Все мы были чрезвычайно возбуждены, хотя выражали это по-разному. Харрап, вконец ошарашенный, задыхаясь твердил «ну и дела!» — то снимая панамку, то благоразумно надевая снова. Думаю, когда Африка предложит нашему вниманию свои чудеса, он станет повторять «ну и дела» то и дело. Впрочем, при подходе к берегу ничего примечательного не произошло. Весь вчерашний день, если не дольше, земля то появлялась в поле зрения, то исчезала из виду, но секретов своих не выдавала. В Александрийский порт и обратно шли пароходы, а небольшие грузовые суденышки проходили так близко, что мы наконец-то впервые увидели африканцев. То, что они абсолютно не осознавали важности события, было невероятно трогательно и удивительно. Вот вам феллах с его неизменными житейскими заботами, а вот — мы, англичане, прибывшие властвовать и помогать, такие молодые и самоуверенные. Я заметил в себе совершенно бредовое сочетание глупости и серьезности. Когда, приближаясь к Каналу[143], мы увидели доки с подъемными кранами, здания, неприметные во всех отношениях, потом — солдат и толпы одетых в джеллабы людей, суетившихся по поводу нашего прибытия, но при этом каким-то образом сохранявших равнодушный вид, и Оксфорд, и Англия, и День маков[144] стали казаться почти до умопомрачения далекими.
Разумеется, жара всё это время усиливалась, и когда пароход начал наконец швартоваться, а мы в ожидании спуска сходней стояли у поручня, считая ниже своего достоинства махать детям руками, она вдруг впервые дала себя знать. Впереди у нас было двенадцать свободных часов — судно пополняло запасы топлива.
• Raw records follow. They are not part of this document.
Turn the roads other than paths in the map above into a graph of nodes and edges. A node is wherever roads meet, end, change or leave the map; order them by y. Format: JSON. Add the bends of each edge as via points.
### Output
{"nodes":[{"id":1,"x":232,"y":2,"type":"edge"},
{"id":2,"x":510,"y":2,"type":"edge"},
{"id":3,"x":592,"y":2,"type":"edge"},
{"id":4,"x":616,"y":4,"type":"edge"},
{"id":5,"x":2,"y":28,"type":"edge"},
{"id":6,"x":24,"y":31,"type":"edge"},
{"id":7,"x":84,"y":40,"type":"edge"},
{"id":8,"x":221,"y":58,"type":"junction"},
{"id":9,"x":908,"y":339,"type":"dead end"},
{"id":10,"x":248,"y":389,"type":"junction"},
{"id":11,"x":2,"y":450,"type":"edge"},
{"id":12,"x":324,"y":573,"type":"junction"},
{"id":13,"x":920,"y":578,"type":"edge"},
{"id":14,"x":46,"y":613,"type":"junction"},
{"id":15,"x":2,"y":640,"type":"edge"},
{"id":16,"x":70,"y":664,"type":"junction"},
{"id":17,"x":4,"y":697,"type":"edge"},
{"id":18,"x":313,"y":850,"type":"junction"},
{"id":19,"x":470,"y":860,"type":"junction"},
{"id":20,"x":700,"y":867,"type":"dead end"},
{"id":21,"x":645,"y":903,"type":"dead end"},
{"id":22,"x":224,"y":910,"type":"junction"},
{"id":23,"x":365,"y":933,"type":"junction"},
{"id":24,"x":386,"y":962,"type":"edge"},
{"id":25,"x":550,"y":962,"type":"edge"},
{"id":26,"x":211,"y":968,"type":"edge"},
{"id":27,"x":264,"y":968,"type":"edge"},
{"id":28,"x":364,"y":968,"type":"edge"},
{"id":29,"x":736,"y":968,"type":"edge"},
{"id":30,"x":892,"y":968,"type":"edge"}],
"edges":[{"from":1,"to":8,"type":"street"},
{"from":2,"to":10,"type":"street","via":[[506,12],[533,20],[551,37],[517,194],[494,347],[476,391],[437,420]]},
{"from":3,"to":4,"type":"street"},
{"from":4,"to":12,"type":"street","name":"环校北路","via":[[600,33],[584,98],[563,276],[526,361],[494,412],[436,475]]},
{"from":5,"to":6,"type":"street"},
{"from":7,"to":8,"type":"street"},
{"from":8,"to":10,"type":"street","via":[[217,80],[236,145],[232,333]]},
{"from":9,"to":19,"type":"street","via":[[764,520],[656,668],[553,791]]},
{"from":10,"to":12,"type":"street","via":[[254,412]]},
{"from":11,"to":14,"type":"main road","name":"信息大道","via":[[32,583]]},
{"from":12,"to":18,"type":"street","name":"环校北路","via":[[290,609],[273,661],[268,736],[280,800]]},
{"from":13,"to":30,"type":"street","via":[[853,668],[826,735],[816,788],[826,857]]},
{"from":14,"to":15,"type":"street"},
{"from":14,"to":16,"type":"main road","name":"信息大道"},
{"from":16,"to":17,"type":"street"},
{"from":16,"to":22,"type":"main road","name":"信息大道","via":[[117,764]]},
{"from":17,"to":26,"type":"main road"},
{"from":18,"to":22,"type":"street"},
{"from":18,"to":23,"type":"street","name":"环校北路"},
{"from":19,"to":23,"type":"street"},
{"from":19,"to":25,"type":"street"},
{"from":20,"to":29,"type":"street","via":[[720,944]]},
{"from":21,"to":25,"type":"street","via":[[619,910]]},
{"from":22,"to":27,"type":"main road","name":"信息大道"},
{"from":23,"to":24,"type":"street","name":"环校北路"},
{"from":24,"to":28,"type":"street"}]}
Я так долго ждал этой минуты, что насилу заставил себя сойти на берег. А легко спускаясь по крутой, почти отвесной сходне, вынужден был упорно думать о чрезвычайно серьезных вещах, чтобы сдержать дурацкую ухмылку. Мне очень хотелось всматриваться в лица людей, хотелось пожимать протянутые в мольбе и в знак приветствия руки, однако нам приходилось с суровым видом шагать сквозь толпу.
Согласно обычаю, мы направились в универмаг Саймона Артца покупать тропические шлемы от солнца. Надев их, мы с Фрейером подошли к огромному тусклому зеркалу, в котором стали очень похожи на неких исторических деятелей, с виду довольно глупых. В шлеме я чувствовал себя неловко, опасаясь, что он лишит мое лицо сразу всех отличительных черт и превратит меня в обыкновенного жестокого колонизатора.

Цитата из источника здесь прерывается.